KARACHI, Dec 6: The State Bank of Pakistan has sighted political turmoil as one of the major reasons for slowing down the industrial sector, which grew just at the half rate what it had achieved in the last fiscal year.

“The domestic industrial sector muddled through a mix of major economic, political and structural setbacks throughout 2007-08,” said the SBP report released on Saturday.

The heightened political uncertainty and law and order issues during the year also took their toll and as a result, the provisional estimates place the FY08 industrial growth at a slackening 4.6 per cent compared with 8 per cent in 2006-07.

The rising macroeconomic imbalances as well as political uncertainty have lowered the investors’ confidence, which resulted in a four-year low growth in investment in industrial sector, said the report.

While the aggregate demand had already seen some relative moderation in the preceding year, rising fuel and commodity prices and intensifying energy shortages further obstructed the industrial activities in the year under review, said the report.

The sharpest weakening was seen in electricity and gas distribution activities. This sub-sector registered a decline during the year mainly on account of losses incurred by the power companies.

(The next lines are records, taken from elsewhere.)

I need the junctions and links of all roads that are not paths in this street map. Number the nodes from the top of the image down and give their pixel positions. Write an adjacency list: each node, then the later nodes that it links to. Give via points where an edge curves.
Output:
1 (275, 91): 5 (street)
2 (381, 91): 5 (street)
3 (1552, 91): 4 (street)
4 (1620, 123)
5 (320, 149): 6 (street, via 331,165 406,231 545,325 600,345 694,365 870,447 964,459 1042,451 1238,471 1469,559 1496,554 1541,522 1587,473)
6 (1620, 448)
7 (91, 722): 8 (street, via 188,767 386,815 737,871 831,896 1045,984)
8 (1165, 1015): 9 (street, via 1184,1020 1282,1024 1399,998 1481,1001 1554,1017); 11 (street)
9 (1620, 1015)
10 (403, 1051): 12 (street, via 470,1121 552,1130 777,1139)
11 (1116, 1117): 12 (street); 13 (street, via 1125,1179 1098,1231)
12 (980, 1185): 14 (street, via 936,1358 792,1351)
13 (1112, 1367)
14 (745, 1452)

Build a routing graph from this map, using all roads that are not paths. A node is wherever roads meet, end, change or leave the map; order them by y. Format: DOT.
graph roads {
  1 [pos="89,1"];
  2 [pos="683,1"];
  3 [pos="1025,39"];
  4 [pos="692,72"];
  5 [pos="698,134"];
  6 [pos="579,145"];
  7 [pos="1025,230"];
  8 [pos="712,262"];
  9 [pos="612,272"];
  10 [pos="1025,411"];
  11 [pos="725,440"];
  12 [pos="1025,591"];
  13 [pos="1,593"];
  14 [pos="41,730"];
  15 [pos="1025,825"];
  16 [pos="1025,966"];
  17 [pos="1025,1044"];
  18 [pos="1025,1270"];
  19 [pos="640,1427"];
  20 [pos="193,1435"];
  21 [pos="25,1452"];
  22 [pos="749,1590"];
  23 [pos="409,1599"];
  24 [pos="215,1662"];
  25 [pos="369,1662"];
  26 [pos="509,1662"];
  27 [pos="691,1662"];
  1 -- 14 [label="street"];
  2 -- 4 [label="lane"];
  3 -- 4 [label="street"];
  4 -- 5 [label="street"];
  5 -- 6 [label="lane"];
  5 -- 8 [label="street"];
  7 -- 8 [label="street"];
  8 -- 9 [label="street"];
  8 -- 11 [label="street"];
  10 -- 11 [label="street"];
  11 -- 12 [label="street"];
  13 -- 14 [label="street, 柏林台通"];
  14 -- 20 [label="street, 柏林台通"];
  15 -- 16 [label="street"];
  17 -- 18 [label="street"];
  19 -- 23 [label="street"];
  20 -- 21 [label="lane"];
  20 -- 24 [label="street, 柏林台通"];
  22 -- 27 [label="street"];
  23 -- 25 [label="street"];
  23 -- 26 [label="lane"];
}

“However, major blow to industrial activities came from a six-year low growth in manufacturing sector given its largest share in the industry,” said the report.

Construction sector growth, though moderated, remained strong; whereas a high growth was seen in mining and quarrying sub-sector during the year.

A detailed analysis of the industrial sector data provides useful insights. Other than construction sub-sector, all the industrial sub-sectors performed below their long-term trend in FY08. Though moderating demand played its part in slowing down the industrial activities; supply shocks also took their toll.

Except for mining and quarrying, all sub-sectors witnessed a relative slowdown. The current trend in manufacturing and construction sector has become the largest boom in the history. Not only is it the largest in terms of magnitude, but also the longest in terms of duration. Still at the end of FY08, it did not suggest peaking out of the cycle though some moderation could be seen.

The current boom in mining and quarrying, however, appears to have peaked out in FY08 as the long-term growth flattens. This peak, however, was visibly lower than the high level observed in late 1980s. Although, the sector promises huge potential for growth; the deteriorating law and order situation in Balochistan avoids a positive assessment of the sector’s outlook.

The report said the power sector with a negative value-addition during the year grabbed the major chunk of industrial investment. However, given the weak relationship between investment and value-addition in power sector (in contrast with other sectors), a rebound in power sector could not be assured in subsequent years.

Manufacturing sector growth continued to decline for the third consecutive year and posted a six-year low output during the FY08. Most of the slowdown was seen in large-scale manufacturing (LSM) as small-scale manufacturing (SSM) decelerated only slightly. Similar to FY07, the deceleration in LSM reflects a relative moderation in domestic demand, power and gas outages as well as capacity and input constraints in certain industries.

However, unlike FY07, the external demand for domestic manufactured goods increased in FY08. In particular, intermediate goods accounted for most of the slowdown in LSM, given their largest weight in the index. The slowdown was mainly evident in cotton ginning, yarn manufacturing, metal sector and fertilisers production.